The middle way, or not too much, not too little idea is an old one, but it lies at the heart of Aristotle’s idea of virtue.

The virtuous person should strive to take actions that respond to other actions at the right time, in the right way, with the right intensity, for the right reason.

Moderation is connected to happiness for Aristotle.

“Virtue, then, is a state of character concerned with choice, lying in a mean, i.e., the mean relative to us, this being determined by a rational principle by which the man of practical wisdom would determine it. Now it is a mean between two vices, that which depends on excess and that which depends on defect; and again it is a mean because the vices respectively fall short of or exceed what is right in both passions and actions, while virtue finds and chooses that which is intermediate.” Nichomachean Ethics qtd. in Rosenstand 450–1)

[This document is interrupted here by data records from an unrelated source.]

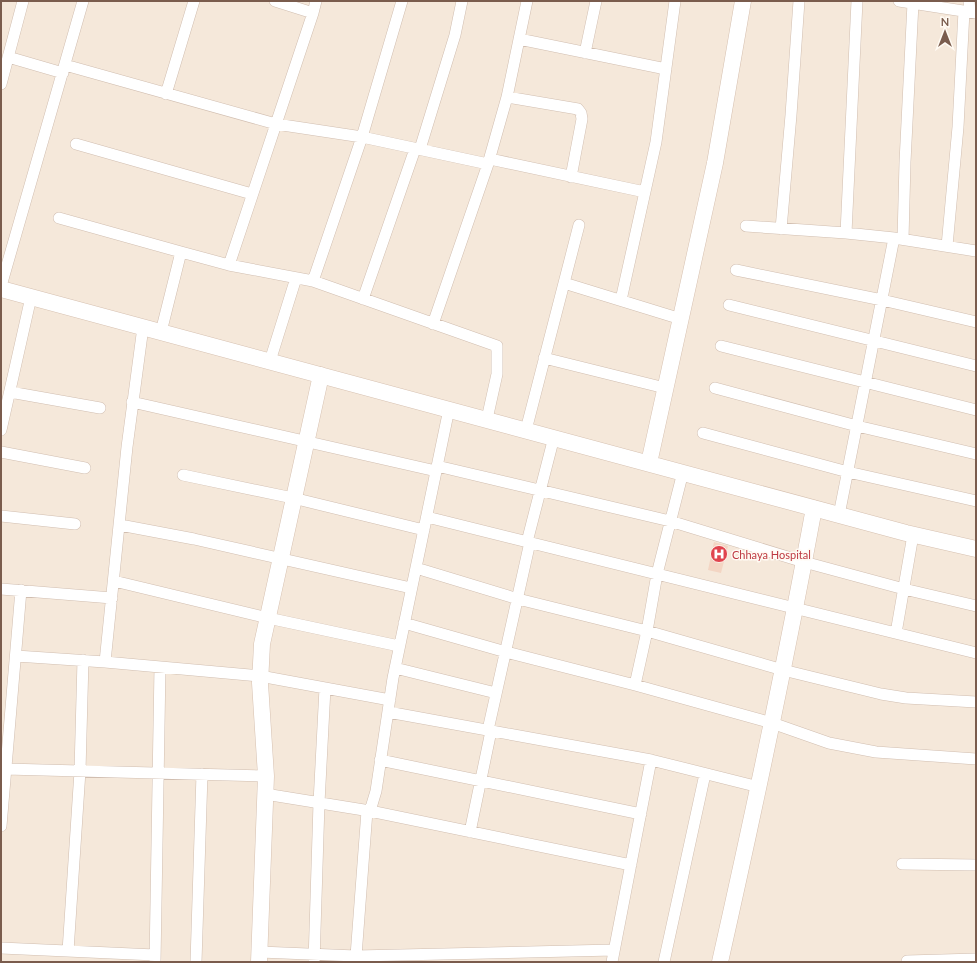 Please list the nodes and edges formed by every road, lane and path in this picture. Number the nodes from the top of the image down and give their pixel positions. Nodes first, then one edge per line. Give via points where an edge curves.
1 (24, 1) edge
2 (83, 1) edge
3 (194, 1) edge
4 (275, 1) edge
5 (316, 1) edge
6 (402, 1) edge
7 (462, 1) edge
8 (527, 1) edge
9 (596, 1) edge
10 (675, 1) edge
11 (743, 1) edge
12 (799, 1) edge
13 (857, 1) edge
14 (899, 1) edge
15 (969, 1) edge
16 (917, 3) edge
17 (970, 12) edge
18 (313, 13) junction
19 (519, 39) junction
20 (586, 53) junction
21 (8, 57) junction
22 (64, 69) junction
23 (666, 69) junction
24 (1, 84) edge
25 (166, 94) junction
26 (507, 97) junction
27 (276, 124) junction
28 (362, 137) junction
29 (76, 144) dead end
30 (417, 149) junction
31 (489, 162) junction
32 (571, 177) junction
33 (645, 192) junction
34 (252, 194) junction
35 (59, 218) dead end
36 (578, 225) dead end
37 (746, 226) dead end
38 (781, 228) junction
39 (846, 233) junction
40 (898, 238) junction
41 (947, 246) junction
42 (976, 251) edge
43 (181, 252) junction
44 (229, 265) junction
45 (736, 270) dead end
46 (296, 278) junction
47 (312, 281) junction
48 (564, 283) junction
49 (1, 286) edge
50 (1, 289) edge
51 (31, 297) junction
52 (363, 299) junction
53 (621, 300) junction
54 (882, 300) junction
55 (729, 305) dead end
56 (681, 319) junction
57 (976, 322) edge
58 (432, 324) junction
59 (143, 327) junction
60 (161, 332) junction
61 (874, 342) junction
62 (721, 346) dead end
63 (544, 358) junction
64 (270, 361) junction
65 (976, 366) edge
66 (321, 375) junction
67 (865, 382) junction
68 (665, 388) junction
69 (715, 388) dead end
70 (10, 392) junction
71 (132, 402) junction
72 (100, 408) dead end
73 (449, 409) junction
74 (976, 410) edge
75 (486, 419) junction
76 (857, 426) junction
77 (1, 430) edge
78 (526, 430) junction
79 (703, 434) dead end
80 (554, 437) junction
81 (306, 442) junction
82 (1, 452) edge
83 (976, 454) edge
84 (649, 463) junction
85 (85, 468) dead end
86 (436, 468) junction
87 (683, 472) junction
88 (848, 472) junction
89 (183, 475) dead end
90 (540, 490) junction
91 (293, 498) junction
92 (976, 500) edge
93 (814, 508) junction
94 (839, 515) junction
95 (1, 516) edge
96 (427, 517) junction
97 (670, 521) junction
98 (75, 524) dead end
99 (120, 525) junction
100 (424, 530) junction
101 (913, 535) junction
102 (529, 542) junction
103 (976, 549) edge
104 (280, 559) junction
105 (804, 562) junction
106 (416, 568) junction
107 (657, 574) junction
108 (114, 581) junction
109 (411, 588) junction
110 (1, 589) edge
111 (904, 589) junction
112 (21, 590) junction
113 (112, 598) junction
114 (518, 598) junction
115 (976, 606) edge
116 (796, 608) junction
117 (268, 618) junction
118 (404, 623) junction
119 (647, 631) junction
120 (896, 633) junction
121 (399, 646) junction
122 (506, 652) junction
123 (976, 653) edge
124 (16, 656) junction
125 (83, 660) junction
126 (105, 662) junction
127 (160, 667) junction
128 (395, 668) junction
129 (783, 670) junction
130 (260, 676) junction
131 (634, 685) junction
132 (325, 688) junction
133 (496, 693) junction
134 (390, 700) junction
135 (976, 702) edge
136 (388, 712) junction
137 (772, 723) junction
138 (490, 731) junction
139 (4, 756) edge
140 (976, 759) edge
141 (380, 760) junction
142 (651, 760) junction
143 (6, 769) junction
144 (80, 771) junction
145 (159, 773) junction
146 (202, 774) junction
147 (705, 774) junction
148 (266, 776) junction
149 (480, 780) junction
150 (759, 787) junction
151 (265, 794) junction
152 (319, 803) junction
153 (368, 811) junction
154 (641, 814) junction
155 (1, 826) edge
156 (470, 832) junction
157 (902, 864) dead end
158 (631, 865) junction
159 (976, 865) edge
160 (1, 948) edge
161 (614, 950) junction
162 (68, 951) junction
163 (356, 956) junction
164 (259, 957) edge
165 (155, 958) edge
166 (315, 958) edge
167 (448, 958) edge
168 (976, 959) edge
169 (907, 961) dead end
170 (196, 962) edge
171 (612, 962) edge
172 (664, 962) edge
173 (720, 962) edge

1 - 21 street
2 - 22 street
3 - 25 street
4 - 18 street
5 - 18 street
6 - 28 street
7 - 30 street via 455,35
8 - 19 street
9 - 20 street
10 - 23 street
11 - 56 street via 715,163
12 - 38 street
13 - 39 street
14 - 16 street
15 - 17 street
16 - 17 street
16 - 40 street
17 - 41 street
18 - 27 street
19 - 20 street
19 - 26 street
20 - 23 street
21 - 22 street
21 - 24 street
22 - 25 street
22 - 49 street
23 - 33 street via 656,142
25 - 27 street
26 - 31 street
26 - 32 street via 578,110 581,113
27 - 28 street
27 - 34 street
28 - 30 street
28 - 47 street
29 - 34 street
30 - 31 street
30 - 52 street
31 - 32 street
31 - 58 street
32 - 33 street
33 - 53 street
34 - 44 street
35 - 43 street
36 - 48 street
37 - 38 street
38 - 39 street
39 - 40 street
40 - 41 street
40 - 54 street
41 - 42 street
43 - 44 street
43 - 60 street
44 - 46 street
45 - 54 street
46 - 47 street
46 - 64 street
47 - 52 street
48 - 53 street
48 - 63 street
50 - 51 street
51 - 59 street
51 - 70 street
52 - 58 street
53 - 56 street
54 - 57 street
54 - 61 street
55 - 61 street
56 - 68 street
58 - 75 street via 496,346 497,374
59 - 60 street
59 - 71 street
60 - 64 street
61 - 65 street
61 - 67 street
62 - 67 street
63 - 68 street
63 - 78 street
64 - 66 street
66 - 73 street
66 - 81 street
67 - 74 street
67 - 76 street
68 - 84 street
69 - 76 street
70 - 72 street
70 - 77 street
71 - 81 street
71 - 99 street
73 - 75 street
73 - 86 street
75 - 78 street
76 - 83 street
76 - 88 street
78 - 80 street
79 - 88 street
80 - 84 street
80 - 90 street
81 - 86 street
81 - 91 street
82 - 85 street
84 - 87 street
86 - 90 street
86 - 96 street
87 - 93 street
87 - 97 street
88 - 92 street
88 - 94 street
89 - 91 street
90 - 97 street
90 - 102 street
91 - 100 street
91 - 104 street
93 - 94 street
93 - 105 street
94 - 101 street
95 - 98 street
96 - 100 street
96 - 102 street
97 - 105 street
97 - 107 street
99 - 104 street
99 - 108 street
100 - 106 street
101 - 103 street
101 - 111 street
102 - 107 street
102 - 114 street
104 - 109 street
104 - 117 street
105 - 111 street
105 - 116 street
106 - 109 street
106 - 114 street
107 - 116 street
107 - 119 street
108 - 113 street
108 - 117 street
109 - 118 street
110 - 112 street
111 - 115 street
111 - 120 street
112 - 113 street
112 - 124 street
113 - 126 street
114 - 119 street
114 - 122 street
116 - 120 street
116 - 129 street
117 - 121 street
117 - 130 street via 262,644
118 - 121 street
118 - 122 street
119 - 129 street
119 - 131 street
120 - 123 street
121 - 128 street
122 - 131 street
122 - 133 street
124 - 125 street
124 - 139 street
125 - 126 street
125 - 144 street
126 - 127 street
127 - 130 street
127 - 145 street
128 - 133 street
128 - 134 street
129 - 135 street via 891,696
129 - 137 street
130 - 132 street
130 - 148 street
131 - 137 street
132 - 134 street
132 - 152 street
133 - 138 street
134 - 136 street
136 - 138 street
136 - 141 street
137 - 140 street via 851,748
137 - 150 street
138 - 142 street
138 - 149 street
139 - 143 street
141 - 149 street
141 - 153 street via 376,791
142 - 147 street
142 - 154 street
143 - 144 street
143 - 155 street
144 - 145 street
144 - 162 street
145 - 146 street
145 - 165 street
146 - 148 street
146 - 170 street
147 - 150 street
147 - 172 street
148 - 151 street
149 - 154 street
149 - 156 street
150 - 173 street
151 - 152 street
151 - 164 street
152 - 153 street
152 - 166 street
153 - 156 street
153 - 163 street
154 - 158 street
156 - 158 street
157 - 159 street
158 - 161 street
160 - 162 street
161 - 167 street
161 - 171 street
162 - 165 street
163 - 166 street
163 - 167 street
164 - 166 street
168 - 169 street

Courage, for example, is the mean between cowardice and recklessness.

Q: Using Aristotle’s definition discuss possible virtues: kindness, generosity, humility. How does the notion of the golden mean apply to real situations?

Q: What is the role of passion in your life? Do you enjoy intense feelings or are you suspicious of them?

Landscape with the Fall of Icarus

Peter Breugel c. 1560

Aristotle on Character

The connection of Aristotle’s ethics to community leads to the important idea of habit.

The focus in Aristotle is not on who you you are, but on what you do.

However, these are connected, because for Aristotle in the end you are what you do repeatedly.

One instance of a virtue is not really a virtue.

(Being courageous once, or even in a big way is not, for Aristotle a sign of the virtue of courage, merely an instance of it.)

We find the golden mean of virtue through reasoning; we learn how to judge when is too much or too little etc. By repeated practice we arrive at virtue.

Character, then, develops over time as we practice virtue and become better at it.

Virtue in Aristotle’s schema leads to moral goodness, and moral goodness to happiness.

Virtue Ethics Problems?

Must the moral good always be linked to what we do well? If we are good cheaters should we then practice cheating?

Why is it important to have a purpose? Does nature have a purpose? What evidence do we have for “purpose”?

If we aren’t very good at being rational all the time isn’t this too demanding a standard for moral goodness? Don’t too many of us fall by the wayside?

Why is our only purpose to be rational? What other purposes might we have?